We limp toward the medstore. The corridor is half a ruin: exposed conduits, ash layers like snow on the floor, a smear where something flung across the plating and didn't stop. The smell of the Hulk's insides—old coolant, warm oil, the sweet rot of burned insulation—sticks to my nostrils. My hands leave damp prints on the railing.

There are sounds, too. Echoes of the ship’s last life. Somewhere a bulkhead creaks like a groan, and it sounds like someone calling my name when I am at my pruning worst—half awake, half a memory.
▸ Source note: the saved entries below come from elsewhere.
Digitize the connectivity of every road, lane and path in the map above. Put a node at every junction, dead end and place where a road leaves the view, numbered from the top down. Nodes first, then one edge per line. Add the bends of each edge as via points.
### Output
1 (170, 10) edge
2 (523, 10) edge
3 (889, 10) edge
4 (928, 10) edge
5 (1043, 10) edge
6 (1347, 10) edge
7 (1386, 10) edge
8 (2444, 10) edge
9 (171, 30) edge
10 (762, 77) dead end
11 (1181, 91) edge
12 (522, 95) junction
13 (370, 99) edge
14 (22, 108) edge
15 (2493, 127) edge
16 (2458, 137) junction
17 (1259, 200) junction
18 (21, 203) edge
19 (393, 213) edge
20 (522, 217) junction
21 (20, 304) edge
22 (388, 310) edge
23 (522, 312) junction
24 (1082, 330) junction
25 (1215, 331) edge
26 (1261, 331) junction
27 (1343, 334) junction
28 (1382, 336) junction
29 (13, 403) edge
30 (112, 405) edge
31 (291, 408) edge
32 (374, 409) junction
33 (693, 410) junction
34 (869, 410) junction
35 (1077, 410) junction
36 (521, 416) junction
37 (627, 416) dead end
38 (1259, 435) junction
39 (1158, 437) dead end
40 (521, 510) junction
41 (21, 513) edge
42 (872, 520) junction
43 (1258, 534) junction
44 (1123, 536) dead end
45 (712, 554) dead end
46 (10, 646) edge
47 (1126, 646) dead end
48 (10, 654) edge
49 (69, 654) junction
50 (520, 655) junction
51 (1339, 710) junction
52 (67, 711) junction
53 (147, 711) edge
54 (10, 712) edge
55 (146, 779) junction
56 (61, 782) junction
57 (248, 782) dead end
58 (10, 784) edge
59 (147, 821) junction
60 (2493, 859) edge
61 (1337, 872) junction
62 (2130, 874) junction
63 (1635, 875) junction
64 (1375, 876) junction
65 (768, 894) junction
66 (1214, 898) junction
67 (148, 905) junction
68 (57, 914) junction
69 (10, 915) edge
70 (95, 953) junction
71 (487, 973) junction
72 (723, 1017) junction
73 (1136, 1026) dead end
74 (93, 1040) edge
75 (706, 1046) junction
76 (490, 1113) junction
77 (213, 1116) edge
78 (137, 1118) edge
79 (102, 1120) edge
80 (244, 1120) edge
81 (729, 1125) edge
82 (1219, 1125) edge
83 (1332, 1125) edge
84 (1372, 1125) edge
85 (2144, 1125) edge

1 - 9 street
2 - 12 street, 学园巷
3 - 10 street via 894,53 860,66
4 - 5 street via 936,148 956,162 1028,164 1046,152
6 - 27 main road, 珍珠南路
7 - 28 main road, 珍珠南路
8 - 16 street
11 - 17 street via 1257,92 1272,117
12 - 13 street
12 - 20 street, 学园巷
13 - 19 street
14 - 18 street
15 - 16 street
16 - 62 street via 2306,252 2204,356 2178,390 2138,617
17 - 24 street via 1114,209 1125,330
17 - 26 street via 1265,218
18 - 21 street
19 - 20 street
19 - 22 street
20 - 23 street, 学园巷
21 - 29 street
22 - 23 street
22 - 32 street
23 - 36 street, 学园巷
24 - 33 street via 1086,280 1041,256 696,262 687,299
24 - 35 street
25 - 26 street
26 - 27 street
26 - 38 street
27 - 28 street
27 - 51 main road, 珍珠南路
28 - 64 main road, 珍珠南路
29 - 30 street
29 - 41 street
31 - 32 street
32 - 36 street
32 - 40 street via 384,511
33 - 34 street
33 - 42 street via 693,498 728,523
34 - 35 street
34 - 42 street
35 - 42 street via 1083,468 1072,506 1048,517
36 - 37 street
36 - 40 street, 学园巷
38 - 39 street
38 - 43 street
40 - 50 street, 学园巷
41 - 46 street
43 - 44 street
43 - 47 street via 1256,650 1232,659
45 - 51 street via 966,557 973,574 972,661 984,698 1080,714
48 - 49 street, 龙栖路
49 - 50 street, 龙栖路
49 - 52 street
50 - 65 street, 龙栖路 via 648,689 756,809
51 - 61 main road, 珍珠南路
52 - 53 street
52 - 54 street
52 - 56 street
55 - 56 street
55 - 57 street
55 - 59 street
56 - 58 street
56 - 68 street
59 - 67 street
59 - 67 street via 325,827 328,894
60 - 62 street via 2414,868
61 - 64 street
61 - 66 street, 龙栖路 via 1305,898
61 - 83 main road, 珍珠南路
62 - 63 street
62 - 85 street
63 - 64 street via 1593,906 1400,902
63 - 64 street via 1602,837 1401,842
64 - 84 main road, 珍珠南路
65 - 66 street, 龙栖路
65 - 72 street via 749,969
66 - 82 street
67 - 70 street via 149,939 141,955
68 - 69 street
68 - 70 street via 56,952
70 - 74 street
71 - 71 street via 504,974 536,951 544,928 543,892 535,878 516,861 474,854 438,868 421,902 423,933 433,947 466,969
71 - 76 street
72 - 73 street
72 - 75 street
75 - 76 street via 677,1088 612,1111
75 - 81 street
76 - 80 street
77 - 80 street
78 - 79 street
“Reflector,” I say as we reach the medstore and he begins the tedious and gentle work of clearing a path through the debris. He’s careful, considering my burned skin and the fact that my right hand trembles when I try to open it. “Are there any survivors aboard? Any registries?”

He taps into a panel with one stubby arm, and lights trace across a screen in a language the Hulk still remembers more fully than its crew's faces. “The boarding manifest records fifteen individuals at time of breach. Lor—unresponsive. One Horn—mortally wounded. Bokis—registers as stable but lost in lower decks. Tobin Meyer—life signs absent from the collision survey. Snarl—life signs minimal; we cannot localize. Many croamer-suit signatures registered as destroyed. Radiation and structural collapse make accurate accounting—difficult.”

I want to call out his name like a curse. Tobin Meyer's absence feels like a loose tooth. He should be gone. He deserved it. I let that thought burn clean and then I move on because the immediate is more pressing than satisfaction.

The medstore smells like antiseptic and the sharp tang of chemical balms. Reflector rigs a patching field around a med-tray and fetches—through circuits and small folding arms—what's left in the dispenser: medgels, burn-scar salves, a few vials of analgesic that taste like cold iron when the injector hits my flesh.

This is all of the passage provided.